* [Task directions] Take the line that holds "Road topology of" and every line after it to the end of the entries, and repeat them exactly without the pictures.

Saved entries:
★ ★ ★ ★ ★ ★ ★

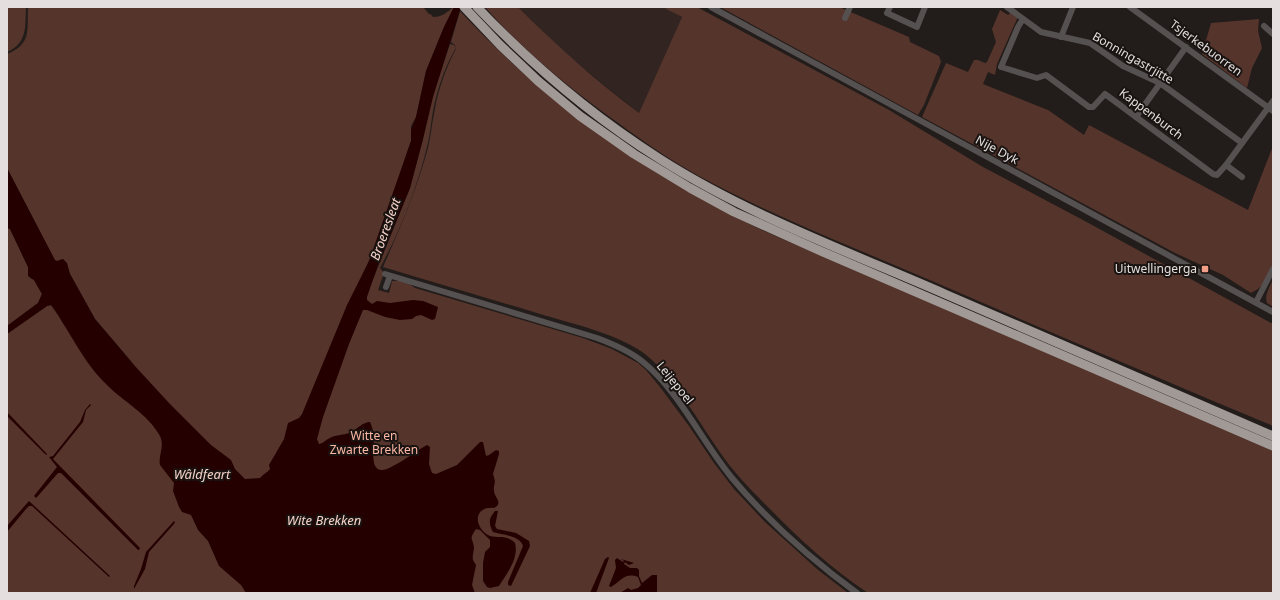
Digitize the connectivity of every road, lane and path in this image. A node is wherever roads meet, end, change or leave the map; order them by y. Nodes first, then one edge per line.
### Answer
1 (464, 7) edge
2 (477, 7) edge
3 (711, 7) edge
4 (850, 7) edge
5 (890, 7) edge
6 (925, 7) edge
7 (1007, 7) edge
8 (1073, 7) edge
9 (1133, 8) edge
10 (845, 18) dead end
11 (1023, 19) junction
12 (1264, 26) dead end
13 (1273, 34) edge
14 (1062, 36) junction
15 (1186, 47) junction
16 (1160, 83) junction
17 (1273, 101) edge
18 (1271, 109) edge
19 (1136, 117) junction
20 (1242, 143) junction
21 (1226, 166) junction
22 (1242, 177) dead end
23 (1273, 269) edge
24 (386, 287) dead end
25 (1256, 302) junction
26 (1273, 312) edge
27 (1273, 436) edge
28 (1273, 446) edge
29 (857, 593) edge

1 - 28 highway
2 - 27 highway
3 - 25 street, Nije Dyk
4 - 10 street
5 - 6 street
7 - 11 street, Bonningastrjitte
8 - 14 street
9 - 15 street, Tsjerkebuorren
11 - 14 street, Bonningastrjitte
11 - 19 street, Kappenburch
12 - 13 street
14 - 16 street, Bonningastrjitte
15 - 16 street
15 - 18 street, Tsjerkebuorren
16 - 19 street
16 - 20 street, Bonningastrjitte
17 - 18 street
18 - 20 street
19 - 21 street, Kappenburch
20 - 21 street
21 - 22 street
23 - 25 street
24 - 29 street, Leijepoel
25 - 26 street, Nije Dyk

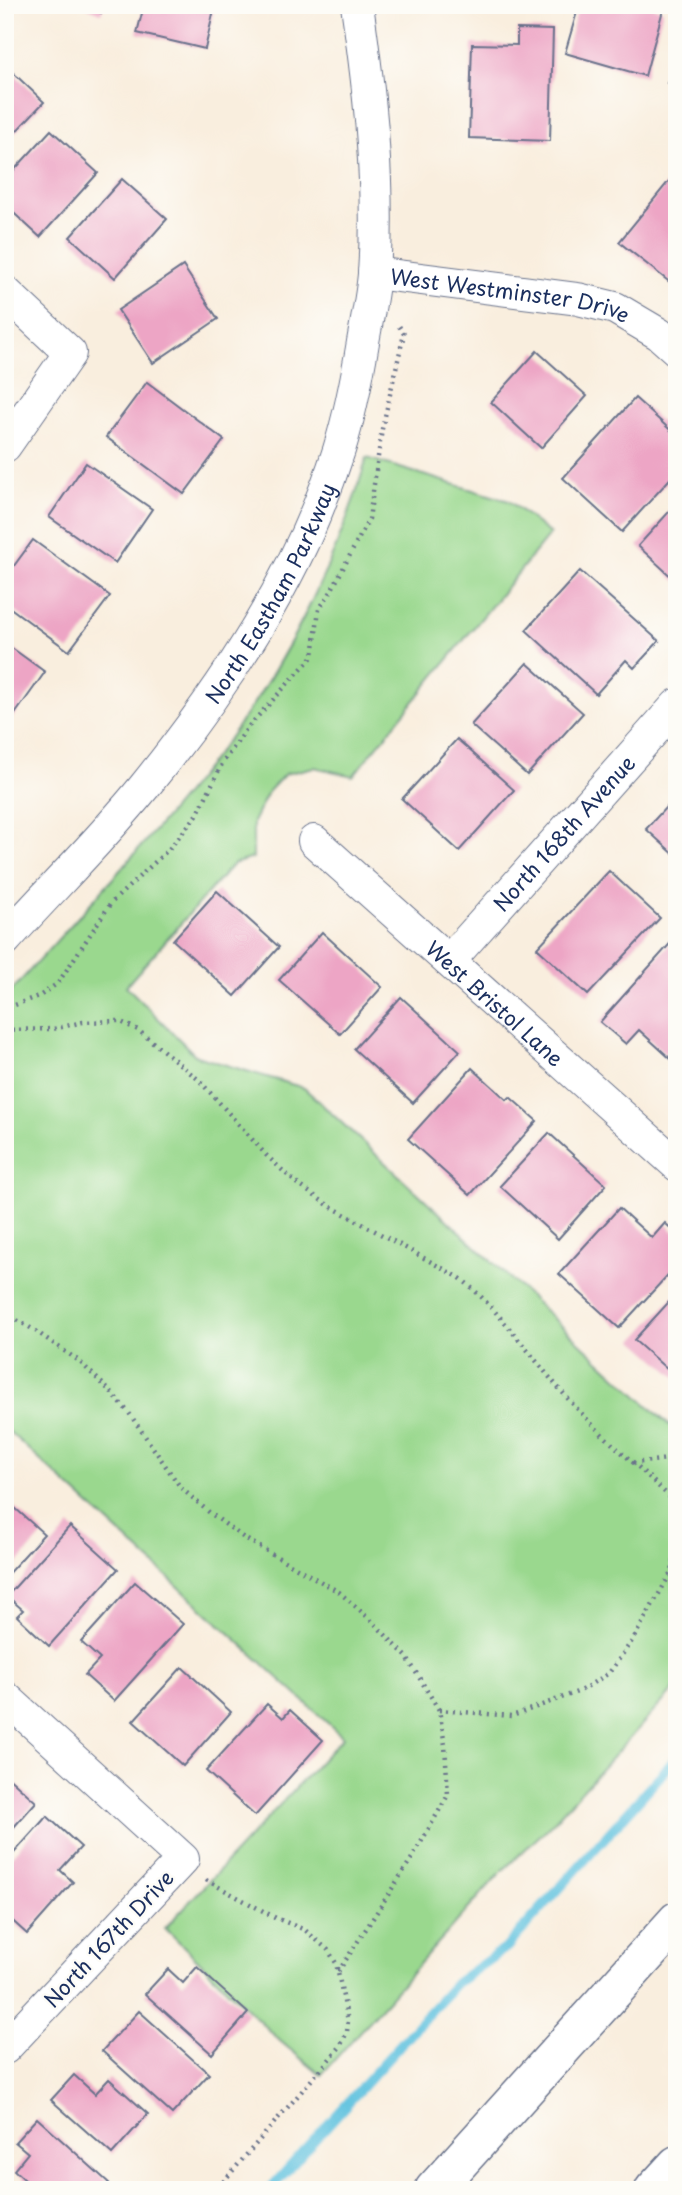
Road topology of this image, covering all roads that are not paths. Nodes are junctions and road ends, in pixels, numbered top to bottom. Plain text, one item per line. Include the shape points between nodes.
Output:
1 (357, 5) edge
2 (374, 273) junction
3 (5, 292) edge
4 (677, 350) edge
5 (5, 446) edge
6 (677, 705) edge
7 (314, 841) dead end
8 (5, 940) edge
9 (449, 961) junction
10 (677, 1165) edge
11 (5, 1697) edge
12 (677, 1920) edge
13 (5, 2048) edge
14 (677, 2165) edge
15 (434, 2190) edge
16 (654, 2190) edge

1 - 2 street, North Eastham Parkway via 376,172
2 - 4 street, West Westminster Drive via 578,299 615,308
2 - 8 street, North Eastham Parkway via 358,373 339,450 304,540 263,616 143,789
3 - 5 street via 70,353
6 - 9 street, North 168th Avenue
7 - 9 street, West Bristol Lane
9 - 10 street, West Bristol Lane
11 - 13 street, North 167th Drive via 183,1859
12 - 15 highway
14 - 16 highway

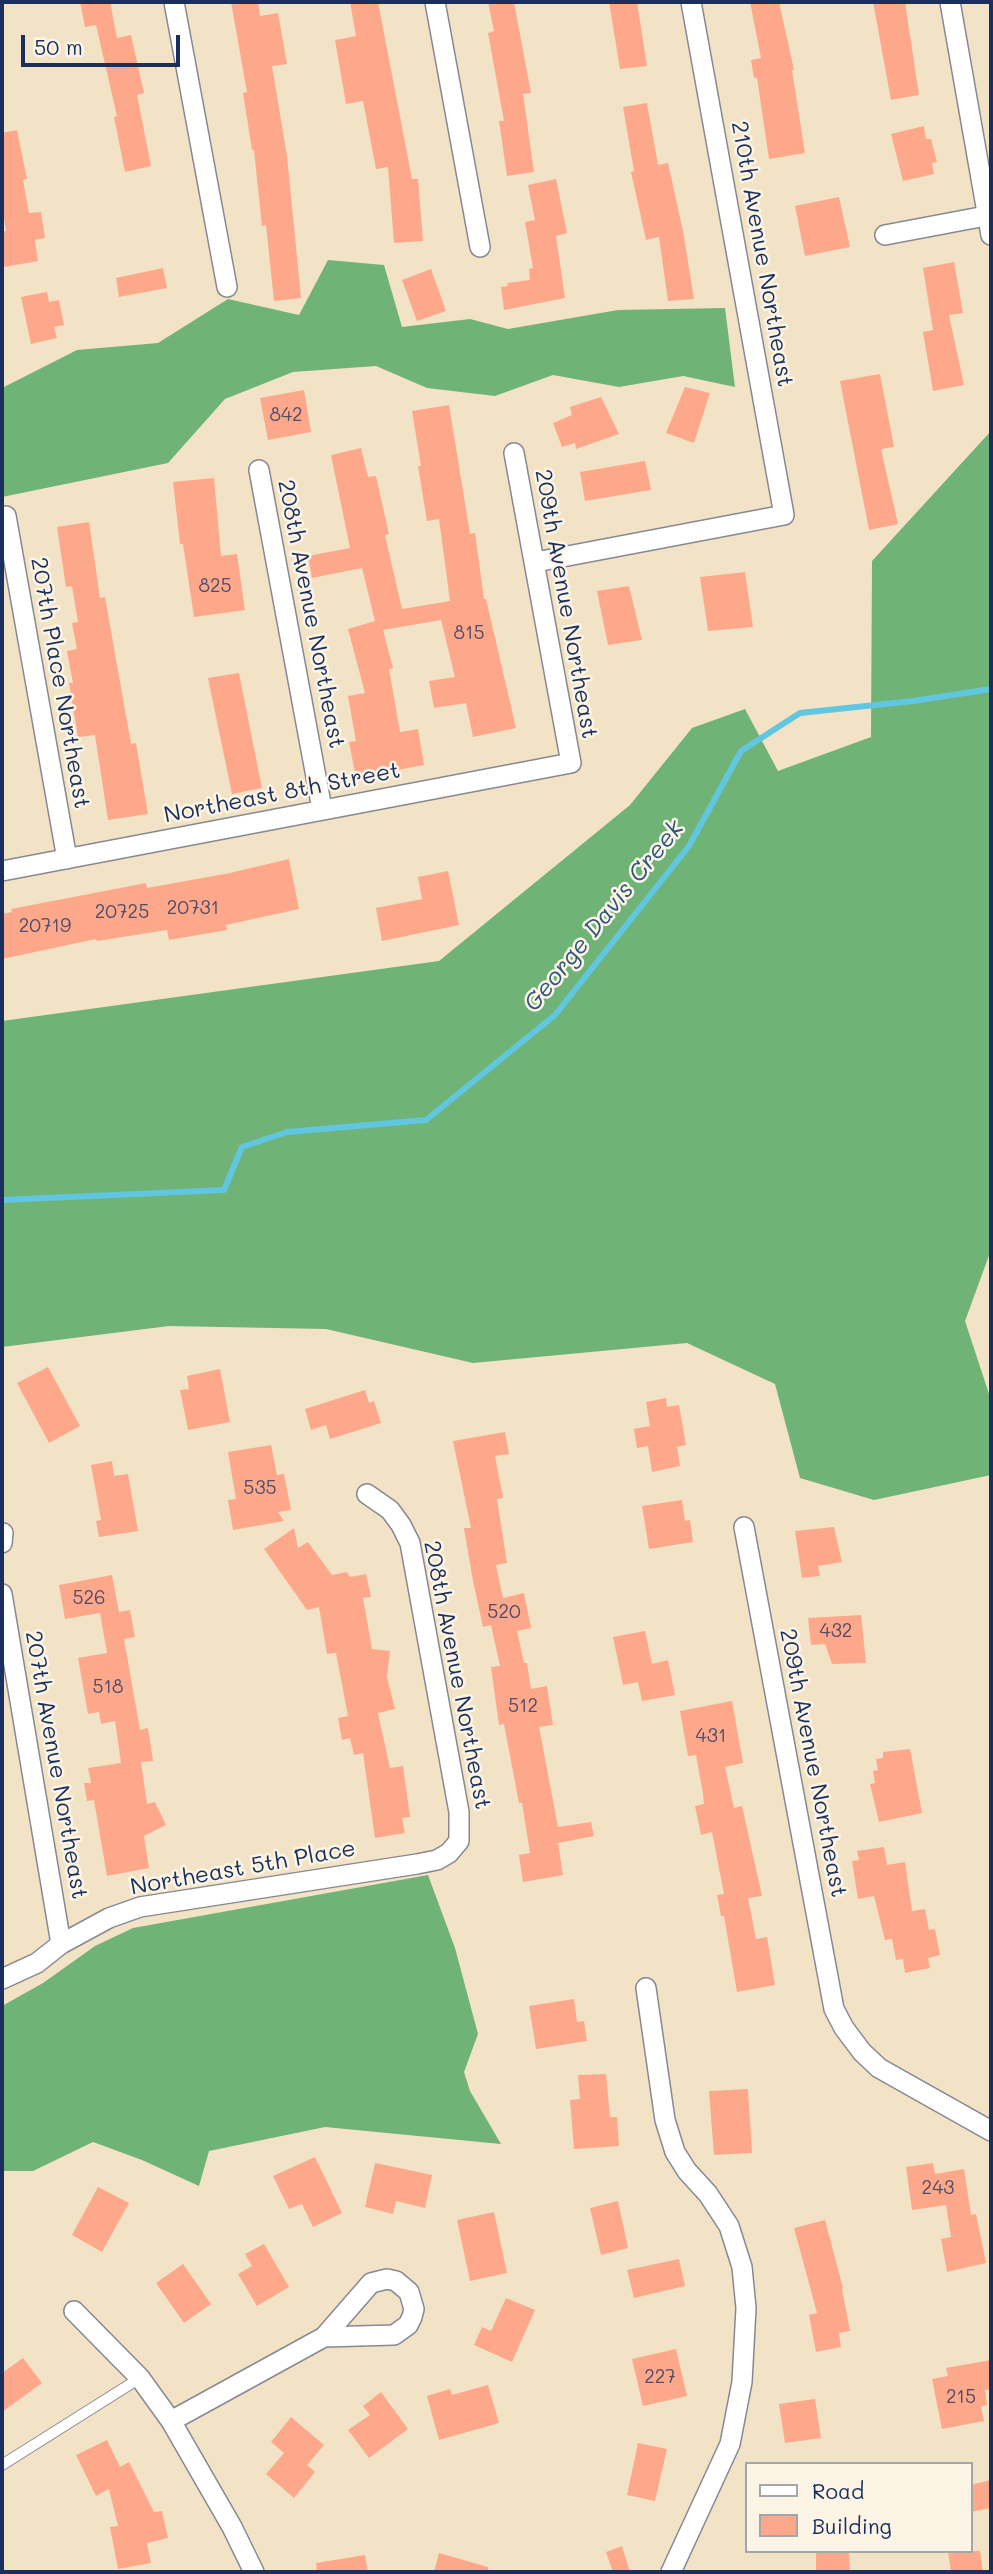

★ ★ ★ ★ ★ ★ ★

* [Answer box]
Road topology of this image, covering all roads that are not paths. Nodes are junctions and road ends, in pixels, numbered top to bottom. Plain text, one item per line. Include the shape points between nodes.
Output:
1 (357, 5) edge
2 (374, 273) junction
3 (5, 292) edge
4 (677, 350) edge
5 (5, 446) edge
6 (677, 705) edge
7 (314, 841) dead end
8 (5, 940) edge
9 (449, 961) junction
10 (677, 1165) edge
11 (5, 1697) edge
12 (677, 1920) edge
13 (5, 2048) edge
14 (677, 2165) edge
15 (434, 2190) edge
16 (654, 2190) edge

1 - 2 street, North Eastham Parkway via 376,172
2 - 4 street, West Westminster Drive via 578,299 615,308
2 - 8 street, North Eastham Parkway via 358,373 339,450 304,540 263,616 143,789
3 - 5 street via 70,353
6 - 9 street, North 168th Avenue
7 - 9 street, West Bristol Lane
9 - 10 street, West Bristol Lane
11 - 13 street, North 167th Drive via 183,1859
12 - 15 highway
14 - 16 highway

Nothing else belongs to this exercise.